Vulnerabilities and Attacks on CAN-Based 3D Printing/Additive Manufacturing

TL;DR

This paper explores vulnerabilities in CAN-based communication systems used in 3D printing, demonstrating how attackers can manipulate sensor data and system commands, potentially causing unsafe operation.

Contribution

It identifies specific security flaws in CAN protocols within 3D printers and demonstrates practical attack methods, including a spoofing case study on a commercial device.

Findings

CAN vulnerabilities enable undetectable fault injection and packet manipulation

Attackers can control sensor data and commands with a single compromised node

Spoofing attack demonstrated on a commercial 3D printer

Abstract

Recent advancements in 3D-printing/additive manufacturing has brought forth a new interest in the use of Controller Area Network (CAN) for multi-module, plug-and-play bus support for their embedded systems. CAN systems provide a variety of benefits that can outweigh typical conventional wire-loom protocols in many categories. However, implementation of CAN also brings forth vulnerabilities provided by its spoofable, destination-encoded shared communication bus. These vulnerabilities result in undetectable fault injection, packet manipulation, unauthorized packet logging/sniffing, and more. They also provide attackers the capability to manipulate all sensor information, commands, and create unsafe operating conditions using only a single compromised node on the CAN network (bypassing all root-of-trust in the modules).

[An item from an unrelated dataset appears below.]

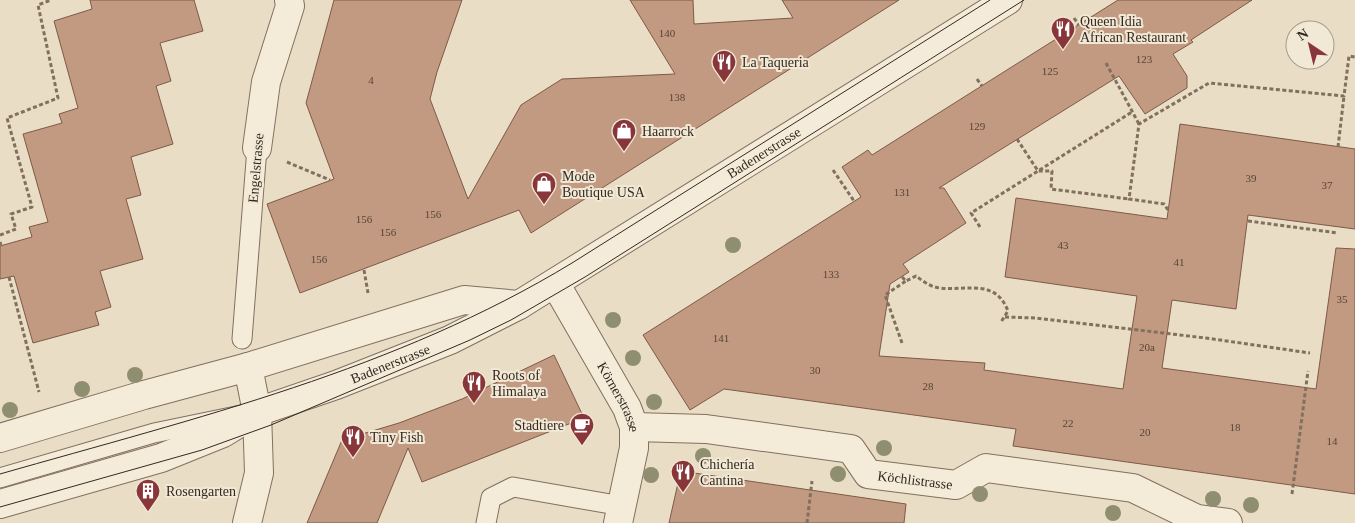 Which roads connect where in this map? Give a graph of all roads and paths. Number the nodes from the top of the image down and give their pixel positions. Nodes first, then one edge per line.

Thus, malicious hardware requires only a connection to the bus for access to all traffic. In this paper, we discuss the effects of repurposed CAN-based attacks capable of manipulating sensor data, overriding systems, and injecting dangerous commands on the Controller Area Network using various entry methods. As a case study, we also showed a spoofing attack on critical data modules within a commercial 3D printer.